To our knowledge this study is the largest study performed among service users of CAMHS and the only study investigating a population that is representative of the population referred to outpatient CAMHS. This enabled us to investigate differences in barriers associated with age, type of problem, severity and chronicity. In addition, the supplementation of quantitative data with more qualitative specifications of why the participants endorsed a specific barrier is a strength.

However, several limitations to this study should be mentioned. Firstly, the cross-sectional design does not allow for drawing conclusions about causality for the perceived barriers. In addition, only a quarter of the eligible participants were included in the study, which leads to a risk of selection bias. However, we did compare the study sample to all referrals in the inclusion period and the only statistically significant difference was that less children had been referred by educational psychologists.

Another limitation was that participants were included in the study prior to formal assessment by CAMHS, wherefore the diagnoses used to differentiate between neurodevelopmental disorders and emotional disorders were not verified CAMHS diagnoses and there is only a modest correlation between referral diagnosis and final CAMHS verified diagnoses[48].

In addition, the telephone interviews, were not recorded and transcribed verbatim which is a weakness regarding the qualitative data.
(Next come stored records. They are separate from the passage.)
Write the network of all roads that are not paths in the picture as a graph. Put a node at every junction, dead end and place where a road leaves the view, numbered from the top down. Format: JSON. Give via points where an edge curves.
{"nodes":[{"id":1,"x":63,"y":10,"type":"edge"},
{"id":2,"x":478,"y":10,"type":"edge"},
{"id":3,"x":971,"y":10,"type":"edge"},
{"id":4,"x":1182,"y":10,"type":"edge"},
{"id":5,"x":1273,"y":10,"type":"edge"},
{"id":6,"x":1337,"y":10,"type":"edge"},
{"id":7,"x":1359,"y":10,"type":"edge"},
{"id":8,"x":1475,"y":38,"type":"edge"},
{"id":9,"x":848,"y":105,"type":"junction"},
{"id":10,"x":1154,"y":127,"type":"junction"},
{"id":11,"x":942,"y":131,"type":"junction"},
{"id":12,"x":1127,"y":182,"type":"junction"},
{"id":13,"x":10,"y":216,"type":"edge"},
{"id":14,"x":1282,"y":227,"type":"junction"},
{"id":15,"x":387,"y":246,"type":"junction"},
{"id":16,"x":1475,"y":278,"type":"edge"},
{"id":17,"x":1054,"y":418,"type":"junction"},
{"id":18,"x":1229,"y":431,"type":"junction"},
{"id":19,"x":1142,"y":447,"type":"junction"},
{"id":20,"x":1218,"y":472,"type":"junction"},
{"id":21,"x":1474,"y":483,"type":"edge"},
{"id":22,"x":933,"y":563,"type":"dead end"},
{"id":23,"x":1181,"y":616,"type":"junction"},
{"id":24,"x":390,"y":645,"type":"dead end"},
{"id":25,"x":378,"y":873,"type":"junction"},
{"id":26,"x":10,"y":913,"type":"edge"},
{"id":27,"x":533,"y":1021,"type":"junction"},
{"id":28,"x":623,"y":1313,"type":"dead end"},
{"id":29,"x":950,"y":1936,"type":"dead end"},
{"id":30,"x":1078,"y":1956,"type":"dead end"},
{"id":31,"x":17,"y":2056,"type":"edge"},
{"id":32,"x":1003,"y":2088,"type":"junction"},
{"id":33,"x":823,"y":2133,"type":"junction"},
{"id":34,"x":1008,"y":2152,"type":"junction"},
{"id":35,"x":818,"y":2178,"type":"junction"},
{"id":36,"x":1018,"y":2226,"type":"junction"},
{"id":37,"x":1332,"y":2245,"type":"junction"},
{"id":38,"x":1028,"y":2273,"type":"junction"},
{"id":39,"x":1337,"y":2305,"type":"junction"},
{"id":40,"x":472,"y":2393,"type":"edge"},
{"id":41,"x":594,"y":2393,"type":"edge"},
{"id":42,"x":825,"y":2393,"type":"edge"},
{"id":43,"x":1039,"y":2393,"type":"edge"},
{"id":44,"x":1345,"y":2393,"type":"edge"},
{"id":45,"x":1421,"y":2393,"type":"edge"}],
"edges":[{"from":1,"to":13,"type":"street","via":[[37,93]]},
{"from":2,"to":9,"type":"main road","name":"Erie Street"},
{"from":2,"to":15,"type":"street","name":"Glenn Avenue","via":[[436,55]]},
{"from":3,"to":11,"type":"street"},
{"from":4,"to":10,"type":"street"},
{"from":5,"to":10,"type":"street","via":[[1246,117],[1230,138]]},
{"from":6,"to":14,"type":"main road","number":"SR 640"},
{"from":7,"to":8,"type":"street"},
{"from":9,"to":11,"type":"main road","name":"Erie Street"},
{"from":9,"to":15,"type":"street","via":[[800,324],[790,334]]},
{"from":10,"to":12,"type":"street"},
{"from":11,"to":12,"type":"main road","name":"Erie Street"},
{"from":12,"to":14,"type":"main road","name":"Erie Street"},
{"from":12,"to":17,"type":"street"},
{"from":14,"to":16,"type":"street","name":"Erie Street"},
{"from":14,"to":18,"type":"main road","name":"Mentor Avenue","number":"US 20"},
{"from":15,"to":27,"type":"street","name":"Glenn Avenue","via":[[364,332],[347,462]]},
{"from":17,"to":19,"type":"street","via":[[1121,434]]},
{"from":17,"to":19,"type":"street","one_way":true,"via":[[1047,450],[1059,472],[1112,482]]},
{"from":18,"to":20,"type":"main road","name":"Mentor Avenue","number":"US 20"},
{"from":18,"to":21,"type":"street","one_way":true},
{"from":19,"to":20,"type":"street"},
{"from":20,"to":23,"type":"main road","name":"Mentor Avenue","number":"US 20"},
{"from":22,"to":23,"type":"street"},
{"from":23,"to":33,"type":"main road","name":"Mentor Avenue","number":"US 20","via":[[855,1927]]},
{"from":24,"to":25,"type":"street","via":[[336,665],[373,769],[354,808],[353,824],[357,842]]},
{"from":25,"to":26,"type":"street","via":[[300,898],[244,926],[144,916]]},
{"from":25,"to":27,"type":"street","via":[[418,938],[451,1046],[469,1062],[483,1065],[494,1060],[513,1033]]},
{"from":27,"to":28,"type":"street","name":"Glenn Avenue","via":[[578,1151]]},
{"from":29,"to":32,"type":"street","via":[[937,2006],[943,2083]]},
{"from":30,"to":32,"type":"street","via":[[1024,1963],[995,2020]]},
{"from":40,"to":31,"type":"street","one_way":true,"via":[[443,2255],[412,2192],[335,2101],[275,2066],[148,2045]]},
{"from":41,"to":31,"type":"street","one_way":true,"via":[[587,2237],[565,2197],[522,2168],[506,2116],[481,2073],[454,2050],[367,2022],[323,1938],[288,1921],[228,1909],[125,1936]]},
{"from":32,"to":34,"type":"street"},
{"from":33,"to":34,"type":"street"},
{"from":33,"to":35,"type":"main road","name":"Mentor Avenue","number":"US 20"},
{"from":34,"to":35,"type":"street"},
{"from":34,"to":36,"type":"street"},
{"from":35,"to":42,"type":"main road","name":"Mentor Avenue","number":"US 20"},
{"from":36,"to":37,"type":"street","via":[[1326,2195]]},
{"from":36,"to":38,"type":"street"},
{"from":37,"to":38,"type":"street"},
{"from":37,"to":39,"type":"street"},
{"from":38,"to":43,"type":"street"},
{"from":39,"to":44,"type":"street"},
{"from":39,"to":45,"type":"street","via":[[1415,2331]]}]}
However, it was a strength to this study that the interviewers had clinical experience compared to using lay interviewers with regards to ensuring that the collected information correlated to help-seeking for mental health problems.
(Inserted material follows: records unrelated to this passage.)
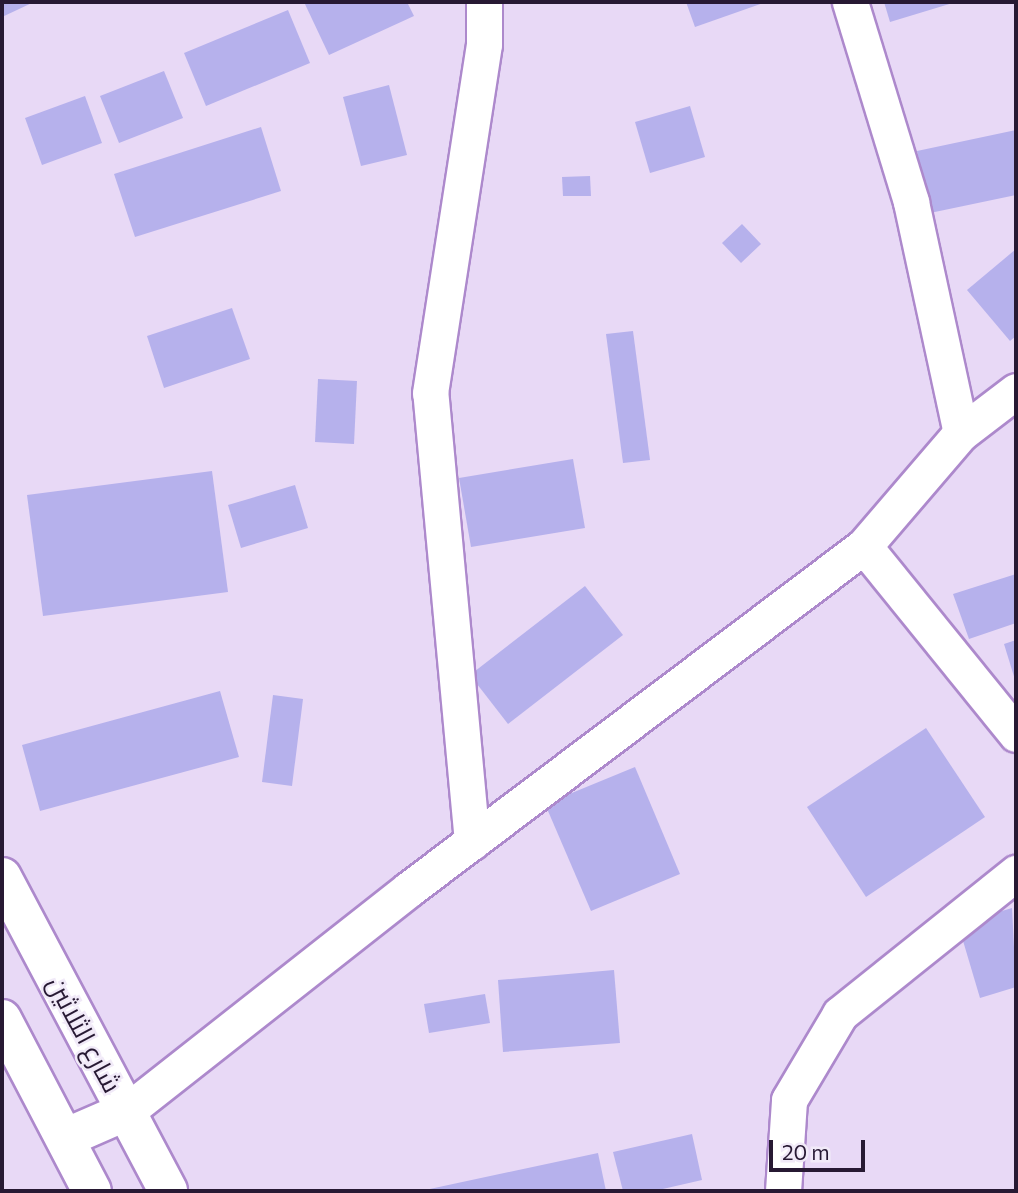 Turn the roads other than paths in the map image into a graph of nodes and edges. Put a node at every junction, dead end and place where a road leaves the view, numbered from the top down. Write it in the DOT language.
graph roads {
  1 [pos="484,2"];
  2 [pos="850,2"];
  3 [pos="1016,391"];
  4 [pos="961,433"];
  5 [pos="864,546"];
  6 [pos="1016,734"];
  7 [pos="472,842"];
  8 [pos="1016,873"];
  9 [pos="2,877"];
  10 [pos="2,1019"];
  11 [pos="127,1111"];
  12 [pos="65,1138"];
  13 [pos="92,1191"];
  14 [pos="168,1191"];
  15 [pos="783,1191"];
  1 -- 7 [label="street"];
  2 -- 4 [label="street"];
  3 -- 4 [label="street"];
  4 -- 5 [label="street"];
  5 -- 6 [label="street"];
  5 -- 7 [label="street"];
  7 -- 11 [label="street"];
  8 -- 15 [label="street"];
  9 -- 11 [label="street, شارع الثلاثين"];
  10 -- 12 [label="street"];
  11 -- 12 [label="street"];
  11 -- 14 [label="street, شارع الثلاثين"];
  12 -- 13 [label="street"];
}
This study only included parents as informants, and it would be relevant to also explore the views of children/adolescents as well as the barriers perceived by professionals to get a more complete picture of barriers to efficient help-seeking.

Importantly, as this study focused only on parents of children referred to specialized CAMHS, it is not possible to deduce anything about which parent-perceived barriers might deter some parents from obtaining a referral to CAMHS, despite the child having a treatment need or barriers encountered by parents of children with milder mental health problems not prompting referral to specialized CAMHS.

Conclusion and clinical implications

Parents of children with mental health problems still encounter numerous barriers when seeking help. Despite increasing knowledge of mental disorders, stigma and parental attribution of responsibility are still important barriers. Parents experience of professional as dismissive is also deterring to their help-seeking efforts. Targeted training in child mental disorders to professionals working with children and adolescents might help to address these issues. There is a need to increase the knowledge of how child mental health services are organized both in the public and among professionals. In order to provide early and comprehensive services to children with mental health problems it is important to have sufficient resources across healthcare, education, and social services with focus on developing appropriate channels for information sharing across service sectors. Increasing the availability of consulting child mental health specialists in primary healthcare, educational- and social service setting could help to increase the knowledge base of professionals in these settings and facilitate better multi-agency collaboration.

Future research should focus on evaluating the effects of interventions aimed at diminishing the identified barriers and how the involved children, parents and professionals perceive these interventions.